2017-2018 JCHS First Semester Course Descriptions

 

5:00 p.m.        Better Together (Meets 2nd Sunday of the month)

                        The Jewish tradition teaches that old age is a virtue and a blessing.  Better Together is now beginning its third year as an intergenerational educational program for Senior Citizens and Teens of the Greater Reading community. Our JCHS school is committed to remaining connected to our Jewish values, affirming the importance of local senior citizens. Students will meet with seniors monthly, studying together and facilitating deep conversation and creating meaningful connections. This course may satisfy local school or youth group goals for community service and involvement. It is also an important item to include on college applications. Open to all grades. Second Sunday monthly, 5:00 -6:15 PM on a regular basis as part of the JCHS.

 

5:30 p.m.        Current Events—Taught by Shira Simon

                        A variety of news events, domestic and international do have an effect on us - the local Jewish community and the world. What do Judaism and Jewish values contribute to US and world events and decisions.

 

 

                        REEL Israel—Taught by Rabbi Dov Lerner

                        In response to student requests for more information and discussion about the development of the current Israeli cultural, especially as it is reflected in films, music, television, language, books, and politics.
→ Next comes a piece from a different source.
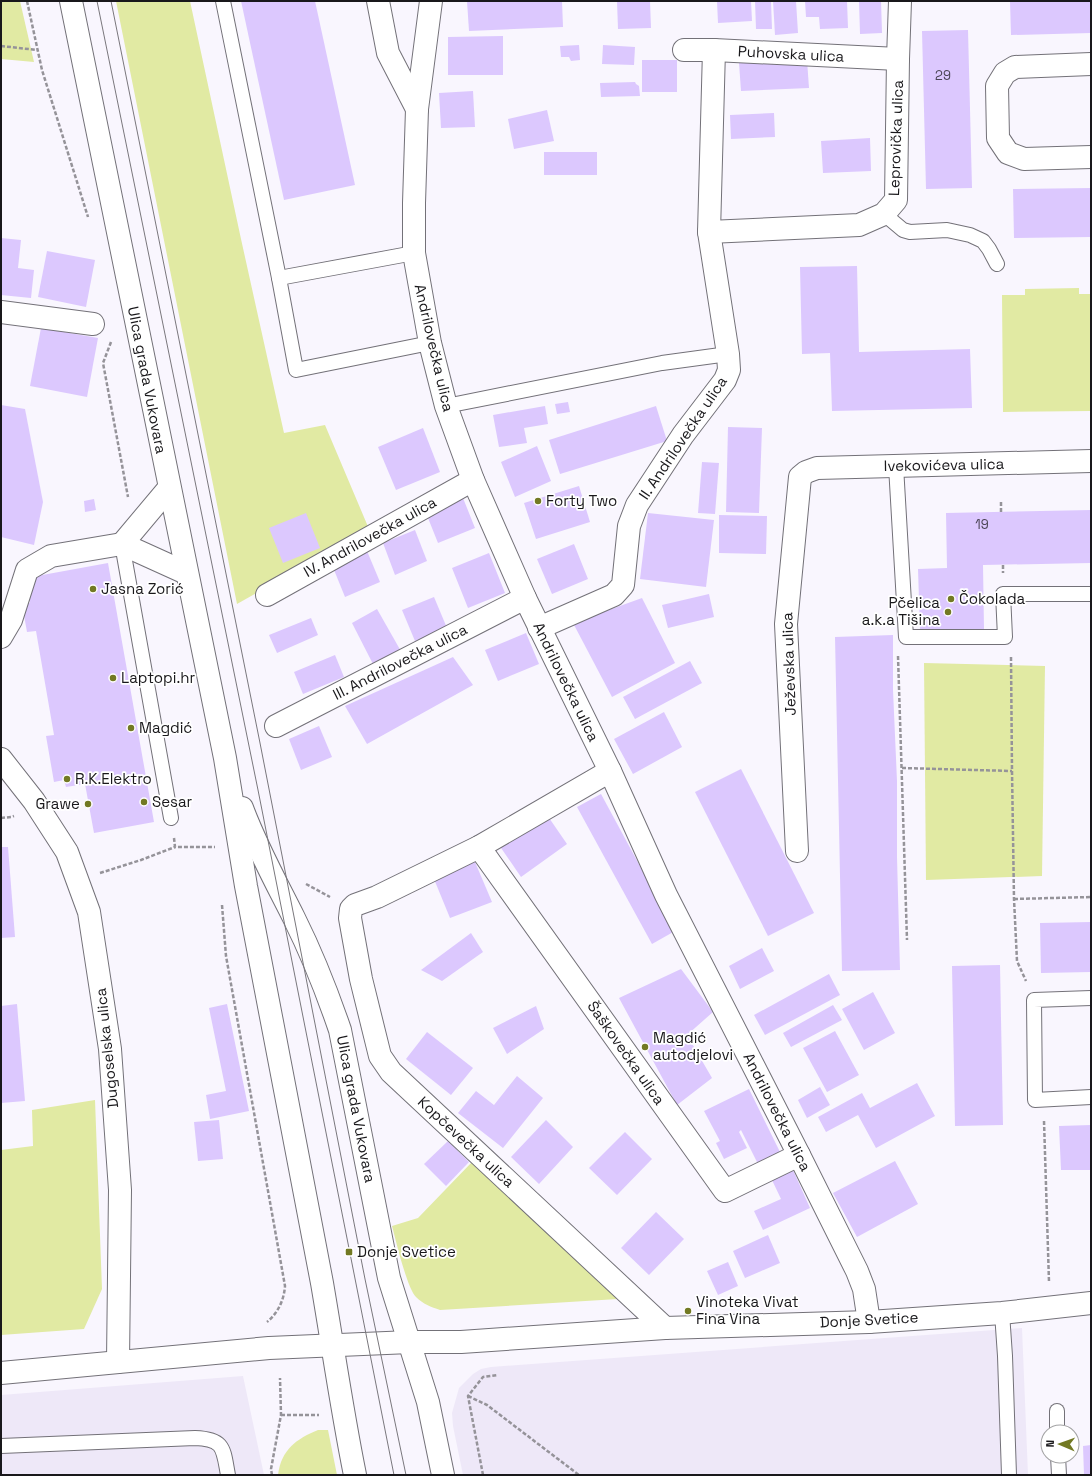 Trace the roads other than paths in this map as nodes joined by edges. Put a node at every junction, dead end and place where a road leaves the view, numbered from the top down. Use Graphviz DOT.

From what sources did the existing cultural patterns evolve – or devolve? Using media, we will consider what makes the modern Israeli unique – and just released: “Israel is the 11th-happiest country in the world, ranking behind such happiness superpowers as Norway, Switzerland and Canada, but above the United States, which placed 14th, Germany(16th) and the UK (19th), according to the UN’s 2017 World Happiness Report. What attracts so many immigrants to Israel?

 

 

6:15 p.m.        American Jewish Experience—Taught by Shira Simon

                        This  course will cover the sociological – historical saga of American Jewry from the early establishment of Jewish communities in colonial America through the rise of the multiple Jewish denominations – Sefardi and Ashkenazi, Orthodox, Reform, Conservative and Reconstructionist, reactions to the World Wars, the consequences of the Shoah on American Jewry, establishment of the modern State of Israel, the Save Soviet Jewry movement and deal with the contemporary problems facing American Jewry – today and their origins in American and world Jewry.

 

 

                        Comparative Judaism: Who is a Jew?—Taught by Rabbi Dov Lerner

                        In response to JCHS student requests, we will be surveying the usual “major movements” of American Judaism for their similarities and differences – Orthodox, Conservative, Reform and Reconstructionist. However, there are many new and still evolving denominations and “ritual titles” being created as “movements” asking for the support of each individual Jew and Jewish family, including the Yiddish Folk School Network,  Jewish Renewal Movement, Aleph, National Havurah Committee, Humanist Judaism, Ultra-Orthodoxy and more. We will create a “chart” outlining each movement’s basic history, outstanding persons and decisions, essential beliefs, values, symbols, rituals, locations, numbers, leadership, education of clergy, etc., while we also answer questions and discuss the reasons for these innovations.

 

 

7:00 p.m.        BREAK

 

7:15 p.m.        Civil Rights and Jewish Values—Taught by Shira Simon

                         Nowhere did Jews identify themselves more forth­rightly with the liberal avant-garde than in the Civil Rights movement of the 1960s. But, it was an uneven identification. For Jews living in the South, the issue of racial integration posed unsettling questions. They constituted barely one percent of the region’s total population. Among their white neighbors, they had long been accepted as “honorary white Protestants.”    More than any other factor, it was the participation of Northern Jews in the Civil Rights movement who were the earliest supporters of the fledgling National Association for the Advancement of Colored People and Jews also were the earliest supporters of the Urban League, founded in New York in 1911 to help newly arrived black migrants from the rural South. What in Judaism and the American Jewish community accounts for such unusual numbers of Jews participating then and even today in civil rights for all Americans? 

 

                        Jewish Bioethics: Moral Choices for Modern Jews—Taught by Rabbi Dov Lerner

            We live in a secular and a Jewish world of “Tradition and Change,” and just when we think there are no more changes on the horizon – we are often pleasantly surprised. We will discuss and debate new choices confronting us in a variety of new decisions based on technological innovations. We will survey not only what is new but what is the significance of these innovations in our lives. What, for instance? New technological discoveries and research in medicine, agriculture, human surgery and health, defense, environment, energy discoveries in Israel and renewable alternatives, diagnostics, culture, travel, social action, hospitals, nursing homes and aging, and even fashion with new materials.  Will we live longer, and will it be a better life? What will “better” mean and to whom? Not just for science geeks, but for all of us and our immediate future.